Note that while the vertebrate expression of the eukaryotic cell has been able to spawn 120 different cell types, both eubacteria and archaebacteria have not moved beyond a meager 2, even though these prokaryotes are both more numerous and older than eukaryotes.
It sounds reasonable, until you think about the tree of life and the reality of common descent, explanations which Mike Gene readily acknowledges. In the context of an unfolding tree of life, his statement reduces to "animals are eukaryotes" and nothing more. Let me explain.

Mike asserts that prokaryotes haven't spawned multicellular life. But that's not true. In fact, all indications are that prokaryotes spawned all multicellular life. The first eukaryotic cells are thought to have been forged by combinations of prokaryotic cells (this is the well-known endosymbiotic hypothesis) and the presence of group II introns in bacteria is just one of numerous observations that point to common ancestry between eukaryotes and prokaryotes. In other words, unless Mike is disavowing common ancestry (the trunk of the tree of life), then his conclusion doesn't make any sense. Prokaryotes really did give rise to multicellular life, by giving rise to ever more complex cell types.

Now, maybe you don't think there's a big mistake here. Mike is just saying that simple cells can't make complex multicellular assemblages, right? Well, no, he's saying something more than that. He's saying that through vast numbers and vast ages, they should have done so. He thinks it's notable that prokaryotes, even after almost 4 billion years and countless individual lives, haven't formed a mouse. I think this is crazy talk.
  • Bacteria actually do form very interesting multicellular assemblages. Organisms? Not really. But let's not ignore the fact that prokaryotes do know how to live in complex and cooperative environments. 
  • Most importantly, Mike's thinking here shows a weakness that I believe arises most commonly in design-oriented analyses of evolution. He seems to think that the presence of prokaryotes today, in all their lame simplicity, is notable because they coexist with those majestic miracles of design and performance, the awe-inspiring flora and fauna of metazoan life.  But that's nonsense. Prokaryotes are successful – wildly successful – in countless niches which have never been colonized by multicellular organisms. Why not ask why they are so successful? Why not write a series in which the presence of introns and mobile elements and organelles is put forth as an explanation for the disastrous failure of multicellular life to dislodge the humble archaea and bacteria from these positions of ecological dominance?
Do you see the mistake? It's in the assumption that a simple species is a failure, and a complex one is a success. Mike didn't ask why the most extreme environments on earth are populated by archaea, those ancient and simple prokaryotes, and not by highly-complex animals. That imbalance, I believe, arises from the emphasis on design, and it's an error we all wrestle with.

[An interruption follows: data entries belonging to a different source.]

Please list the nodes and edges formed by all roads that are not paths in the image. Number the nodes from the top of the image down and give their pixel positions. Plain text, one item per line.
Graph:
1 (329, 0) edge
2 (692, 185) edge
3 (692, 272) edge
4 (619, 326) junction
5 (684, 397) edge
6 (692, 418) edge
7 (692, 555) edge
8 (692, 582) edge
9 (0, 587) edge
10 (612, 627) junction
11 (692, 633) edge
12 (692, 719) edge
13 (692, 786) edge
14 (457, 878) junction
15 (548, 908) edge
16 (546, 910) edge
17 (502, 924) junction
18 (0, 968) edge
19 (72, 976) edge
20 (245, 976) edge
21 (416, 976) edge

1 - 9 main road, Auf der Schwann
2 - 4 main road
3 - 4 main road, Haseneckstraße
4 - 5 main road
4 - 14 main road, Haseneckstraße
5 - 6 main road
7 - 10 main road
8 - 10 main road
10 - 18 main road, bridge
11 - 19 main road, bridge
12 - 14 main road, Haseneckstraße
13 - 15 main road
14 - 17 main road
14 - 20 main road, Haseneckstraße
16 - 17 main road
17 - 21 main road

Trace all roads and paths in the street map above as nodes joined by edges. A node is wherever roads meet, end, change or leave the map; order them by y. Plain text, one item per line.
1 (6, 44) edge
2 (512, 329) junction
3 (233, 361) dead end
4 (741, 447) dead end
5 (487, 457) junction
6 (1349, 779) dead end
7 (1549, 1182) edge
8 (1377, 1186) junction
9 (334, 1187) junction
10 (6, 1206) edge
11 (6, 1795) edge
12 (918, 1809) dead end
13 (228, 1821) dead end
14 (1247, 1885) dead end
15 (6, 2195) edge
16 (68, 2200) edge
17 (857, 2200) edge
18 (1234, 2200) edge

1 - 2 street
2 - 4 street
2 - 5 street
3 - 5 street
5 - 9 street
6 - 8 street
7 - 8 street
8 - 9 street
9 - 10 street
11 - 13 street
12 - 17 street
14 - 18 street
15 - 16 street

Mike's right about introns and their likely role in the origins of multicellular organisms. But he's wrong to associate complexity with success, and I think he's wrong to assert that introns in particular were necessary for the evolution of multicellularity and its associated complexity. I suspect that there are lots of ways to encourage genetic diversity and modularity, but that introns and splicing, dating to the RNA world, made the contribution because they were there when others weren't.